What blowing daisies, fragrant grass!
An air-stirred forest, fresh and clear.
"In the huge world, which roars hard by,
Be others happy if they can!
But in my helpless cradle I
Was breathed on by the rural Pan.
"Yet here is peace for ever new!
When I who watch them am away,
Still all things in this glade go through
The changes of their quiet day."
Poor Haydon, the painter, whose fitful genius went out so sadly in lurid gloom, said of Kensington Gardens that "here are some of the most poetical bits of tree and stump, and sunny brown and green glens and tawny earth." Disraeli, also, wrote of it as follows in his most "classically-flowery" manner:—
"The inhabitants of London are scarcely sufficiently sensible of the beauty of its environs. On every side the most charming retreats open to them.... In exactly ten minutes it is in the power of every man to free himself from all the tumult of the world; the pangs of love, the throbs of ambition, the wear and tear of play, the recriminating boudoir, the conspiring club, the rattling hell, and find himself in a sublime sylvan solitude superior to the cedars of Lebanon, and inferior only in extent to the chestnut forests of Anatolia. It is Kensington Gardens that is almost the only place that has realised his idea of the forests of Spenser and Ariosto."

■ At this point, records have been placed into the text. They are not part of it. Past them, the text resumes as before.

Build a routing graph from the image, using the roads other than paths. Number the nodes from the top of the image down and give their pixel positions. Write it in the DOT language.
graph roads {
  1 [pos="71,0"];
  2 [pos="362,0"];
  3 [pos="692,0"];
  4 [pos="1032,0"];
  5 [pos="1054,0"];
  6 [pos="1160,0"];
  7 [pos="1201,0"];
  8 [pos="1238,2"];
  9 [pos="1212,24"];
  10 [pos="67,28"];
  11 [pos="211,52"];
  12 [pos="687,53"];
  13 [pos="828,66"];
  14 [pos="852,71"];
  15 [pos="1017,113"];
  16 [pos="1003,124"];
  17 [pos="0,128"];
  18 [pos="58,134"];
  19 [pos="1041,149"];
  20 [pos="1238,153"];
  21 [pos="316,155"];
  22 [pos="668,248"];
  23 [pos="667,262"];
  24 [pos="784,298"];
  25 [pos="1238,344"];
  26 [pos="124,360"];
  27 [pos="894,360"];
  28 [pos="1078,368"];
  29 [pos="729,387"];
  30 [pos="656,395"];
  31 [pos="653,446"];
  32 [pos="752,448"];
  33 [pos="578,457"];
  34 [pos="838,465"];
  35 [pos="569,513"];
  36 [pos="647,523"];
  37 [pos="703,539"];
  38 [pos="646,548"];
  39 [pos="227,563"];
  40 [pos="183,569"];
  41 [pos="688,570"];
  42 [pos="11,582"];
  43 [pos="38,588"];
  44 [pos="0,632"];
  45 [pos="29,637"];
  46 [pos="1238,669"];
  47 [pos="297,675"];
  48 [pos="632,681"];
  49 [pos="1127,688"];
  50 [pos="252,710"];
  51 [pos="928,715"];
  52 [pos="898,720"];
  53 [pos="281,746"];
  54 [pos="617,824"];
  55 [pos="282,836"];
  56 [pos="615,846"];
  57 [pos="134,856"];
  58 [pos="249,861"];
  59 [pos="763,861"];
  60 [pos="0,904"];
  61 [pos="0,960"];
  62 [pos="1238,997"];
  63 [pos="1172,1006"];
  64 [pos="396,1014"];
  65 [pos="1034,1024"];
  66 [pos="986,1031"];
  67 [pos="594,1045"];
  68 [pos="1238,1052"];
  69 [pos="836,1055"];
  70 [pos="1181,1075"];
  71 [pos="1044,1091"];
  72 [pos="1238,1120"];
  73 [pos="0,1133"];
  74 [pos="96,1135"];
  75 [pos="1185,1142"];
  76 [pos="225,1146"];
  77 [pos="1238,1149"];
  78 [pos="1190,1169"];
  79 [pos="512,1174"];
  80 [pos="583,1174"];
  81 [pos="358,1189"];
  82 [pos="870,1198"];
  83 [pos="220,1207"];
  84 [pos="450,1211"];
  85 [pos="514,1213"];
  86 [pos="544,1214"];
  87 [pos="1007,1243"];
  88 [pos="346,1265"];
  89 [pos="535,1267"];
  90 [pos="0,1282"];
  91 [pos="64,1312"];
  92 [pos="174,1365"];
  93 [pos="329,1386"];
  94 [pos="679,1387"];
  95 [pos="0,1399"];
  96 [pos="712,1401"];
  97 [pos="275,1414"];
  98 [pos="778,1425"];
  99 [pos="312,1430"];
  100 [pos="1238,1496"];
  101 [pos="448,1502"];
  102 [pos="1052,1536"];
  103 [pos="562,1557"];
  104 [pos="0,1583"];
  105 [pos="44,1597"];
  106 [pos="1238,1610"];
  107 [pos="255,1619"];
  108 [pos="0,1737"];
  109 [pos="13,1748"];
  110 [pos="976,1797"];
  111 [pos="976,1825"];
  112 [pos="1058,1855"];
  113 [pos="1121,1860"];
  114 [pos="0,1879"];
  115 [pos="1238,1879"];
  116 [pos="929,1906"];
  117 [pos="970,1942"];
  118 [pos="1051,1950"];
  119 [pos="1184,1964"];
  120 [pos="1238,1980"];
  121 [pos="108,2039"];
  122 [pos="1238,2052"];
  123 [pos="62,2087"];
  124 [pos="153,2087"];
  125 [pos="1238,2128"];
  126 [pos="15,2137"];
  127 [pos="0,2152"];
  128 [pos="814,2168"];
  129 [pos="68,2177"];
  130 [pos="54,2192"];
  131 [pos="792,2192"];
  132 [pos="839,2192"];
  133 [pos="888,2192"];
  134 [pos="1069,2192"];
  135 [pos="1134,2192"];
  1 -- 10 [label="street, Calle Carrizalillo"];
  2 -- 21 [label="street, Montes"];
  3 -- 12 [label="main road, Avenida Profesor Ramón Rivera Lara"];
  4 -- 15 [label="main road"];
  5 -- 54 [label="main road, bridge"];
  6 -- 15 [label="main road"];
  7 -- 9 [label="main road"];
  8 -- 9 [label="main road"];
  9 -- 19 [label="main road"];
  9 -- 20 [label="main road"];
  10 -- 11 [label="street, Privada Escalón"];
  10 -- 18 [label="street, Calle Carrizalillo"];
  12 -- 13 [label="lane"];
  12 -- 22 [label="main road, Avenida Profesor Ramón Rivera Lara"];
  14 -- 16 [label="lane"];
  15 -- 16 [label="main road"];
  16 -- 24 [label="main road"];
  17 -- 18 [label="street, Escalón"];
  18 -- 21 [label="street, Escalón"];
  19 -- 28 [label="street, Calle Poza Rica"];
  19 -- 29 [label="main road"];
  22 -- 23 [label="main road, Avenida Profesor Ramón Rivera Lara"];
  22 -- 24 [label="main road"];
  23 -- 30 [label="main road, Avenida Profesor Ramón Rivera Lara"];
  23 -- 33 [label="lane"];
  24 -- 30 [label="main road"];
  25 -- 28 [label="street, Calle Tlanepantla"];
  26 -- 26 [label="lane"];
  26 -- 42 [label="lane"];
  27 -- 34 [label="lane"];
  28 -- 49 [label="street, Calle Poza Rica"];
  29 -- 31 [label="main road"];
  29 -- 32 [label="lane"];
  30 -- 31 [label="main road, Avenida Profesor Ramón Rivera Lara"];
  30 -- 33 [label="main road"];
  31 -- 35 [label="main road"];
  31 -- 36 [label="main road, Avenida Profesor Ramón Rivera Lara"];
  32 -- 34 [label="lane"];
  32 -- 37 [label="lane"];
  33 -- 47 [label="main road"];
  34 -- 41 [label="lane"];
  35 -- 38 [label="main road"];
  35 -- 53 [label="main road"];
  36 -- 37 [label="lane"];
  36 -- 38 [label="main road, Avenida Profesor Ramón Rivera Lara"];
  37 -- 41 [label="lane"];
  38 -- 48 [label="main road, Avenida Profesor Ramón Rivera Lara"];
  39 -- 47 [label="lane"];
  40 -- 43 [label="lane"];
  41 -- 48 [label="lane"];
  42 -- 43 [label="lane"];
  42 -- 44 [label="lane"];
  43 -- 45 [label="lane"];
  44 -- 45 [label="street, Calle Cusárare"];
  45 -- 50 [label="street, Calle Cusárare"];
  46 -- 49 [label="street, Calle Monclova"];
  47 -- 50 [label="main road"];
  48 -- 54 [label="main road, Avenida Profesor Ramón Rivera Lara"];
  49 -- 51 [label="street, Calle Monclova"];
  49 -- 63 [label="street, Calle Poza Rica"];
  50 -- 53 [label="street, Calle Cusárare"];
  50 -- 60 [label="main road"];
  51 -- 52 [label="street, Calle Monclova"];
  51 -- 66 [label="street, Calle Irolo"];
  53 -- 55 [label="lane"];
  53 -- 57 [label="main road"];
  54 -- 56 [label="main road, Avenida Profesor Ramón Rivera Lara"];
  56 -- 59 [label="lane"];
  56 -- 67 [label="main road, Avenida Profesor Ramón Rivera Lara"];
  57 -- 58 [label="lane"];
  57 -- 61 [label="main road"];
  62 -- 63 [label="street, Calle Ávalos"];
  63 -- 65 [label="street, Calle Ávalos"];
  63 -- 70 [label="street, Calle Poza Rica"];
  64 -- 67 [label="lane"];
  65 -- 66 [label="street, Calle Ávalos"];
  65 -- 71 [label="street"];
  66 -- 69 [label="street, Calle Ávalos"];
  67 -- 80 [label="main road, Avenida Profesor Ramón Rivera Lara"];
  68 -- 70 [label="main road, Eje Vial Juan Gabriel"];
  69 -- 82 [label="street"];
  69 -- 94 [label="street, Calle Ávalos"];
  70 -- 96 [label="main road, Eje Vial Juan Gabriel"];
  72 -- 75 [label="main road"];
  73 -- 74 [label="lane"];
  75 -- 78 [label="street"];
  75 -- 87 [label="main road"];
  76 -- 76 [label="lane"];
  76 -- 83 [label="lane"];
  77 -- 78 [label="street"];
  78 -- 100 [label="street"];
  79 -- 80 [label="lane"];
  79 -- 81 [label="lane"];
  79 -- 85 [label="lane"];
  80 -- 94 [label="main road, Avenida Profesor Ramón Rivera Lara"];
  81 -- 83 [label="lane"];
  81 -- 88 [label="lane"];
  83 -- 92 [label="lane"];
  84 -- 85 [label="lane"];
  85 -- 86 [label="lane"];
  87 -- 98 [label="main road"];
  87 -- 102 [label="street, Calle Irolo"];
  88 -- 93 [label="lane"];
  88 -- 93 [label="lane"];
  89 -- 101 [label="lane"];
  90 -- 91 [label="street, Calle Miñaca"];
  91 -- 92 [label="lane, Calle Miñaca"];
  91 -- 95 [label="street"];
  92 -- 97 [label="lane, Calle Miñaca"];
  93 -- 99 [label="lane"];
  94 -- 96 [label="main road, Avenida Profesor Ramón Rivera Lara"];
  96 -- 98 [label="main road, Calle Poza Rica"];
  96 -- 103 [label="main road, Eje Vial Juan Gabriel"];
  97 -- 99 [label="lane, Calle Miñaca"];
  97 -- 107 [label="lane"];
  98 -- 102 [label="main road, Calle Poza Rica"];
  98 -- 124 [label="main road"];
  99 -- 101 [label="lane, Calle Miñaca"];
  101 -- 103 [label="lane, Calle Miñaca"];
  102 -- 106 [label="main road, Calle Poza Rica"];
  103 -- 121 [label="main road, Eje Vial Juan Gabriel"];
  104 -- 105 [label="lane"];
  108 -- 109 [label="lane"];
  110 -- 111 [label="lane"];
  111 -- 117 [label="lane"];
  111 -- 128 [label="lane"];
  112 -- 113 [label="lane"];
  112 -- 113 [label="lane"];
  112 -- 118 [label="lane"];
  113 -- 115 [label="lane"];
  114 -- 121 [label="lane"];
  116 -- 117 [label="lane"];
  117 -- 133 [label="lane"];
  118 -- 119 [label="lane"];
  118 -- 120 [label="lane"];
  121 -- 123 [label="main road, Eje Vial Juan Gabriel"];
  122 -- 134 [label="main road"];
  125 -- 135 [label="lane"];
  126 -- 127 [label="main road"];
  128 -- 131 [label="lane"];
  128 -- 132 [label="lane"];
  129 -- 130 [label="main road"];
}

Tea in Kensington Gardens.
What havoc, truly, the Great Exhibition of 1851, the Prince Consort's darling scheme, must have wrought in Hyde Park and Kensington Gardens! And what would the bright particular spirits of the present day now think of such irreverent, such high-handed proceedings? Even the Kensington Museum now eschews the too close neighbourhood of ephemeral Exhibitions; they are relegated to the more distant shades of Olympia and of Earl's Court; the immense Crystal Palace—the Exhibition building—now flourishes at Sydenham, and the site of the great show is commemorated in Hyde Park by the Albert Memorial, an edifice about the merits of which much difference of opinion rages. Yet, even its detractors must own the magnificence of the monument, and admire the eastern opulence of its mosaics, its gilding, its bronzes and marbles.
But St. James's Park is really, in some ways, quite the prettiest of the London parks, and though sufficiently aristocratic, it is yet much frequented by the populace. "A genuine piece of country, and of English country," Taine says of it. Round it are situated royal palaces and beautiful mansions, standing amidst their spacious gardens. North of St. James's Park stretches the Mall, so named from the ancient game of "Paille Maille," played here by the gay court of Charles II. The game consisted in striking a ball, with a mallet, through an iron ring, down a straight walk powdered with cockle-shells. Here, in later Stuart and Hanoverian times, was to be seen the very height of London fashion, the ladies in "full dress," and their cavaliers carrying their hats under their arms. Perhaps, of all the varying "modes" flaunted from time to time in the "Mall," the fashions of 1800-1810 would strike us now as being the most peculiar.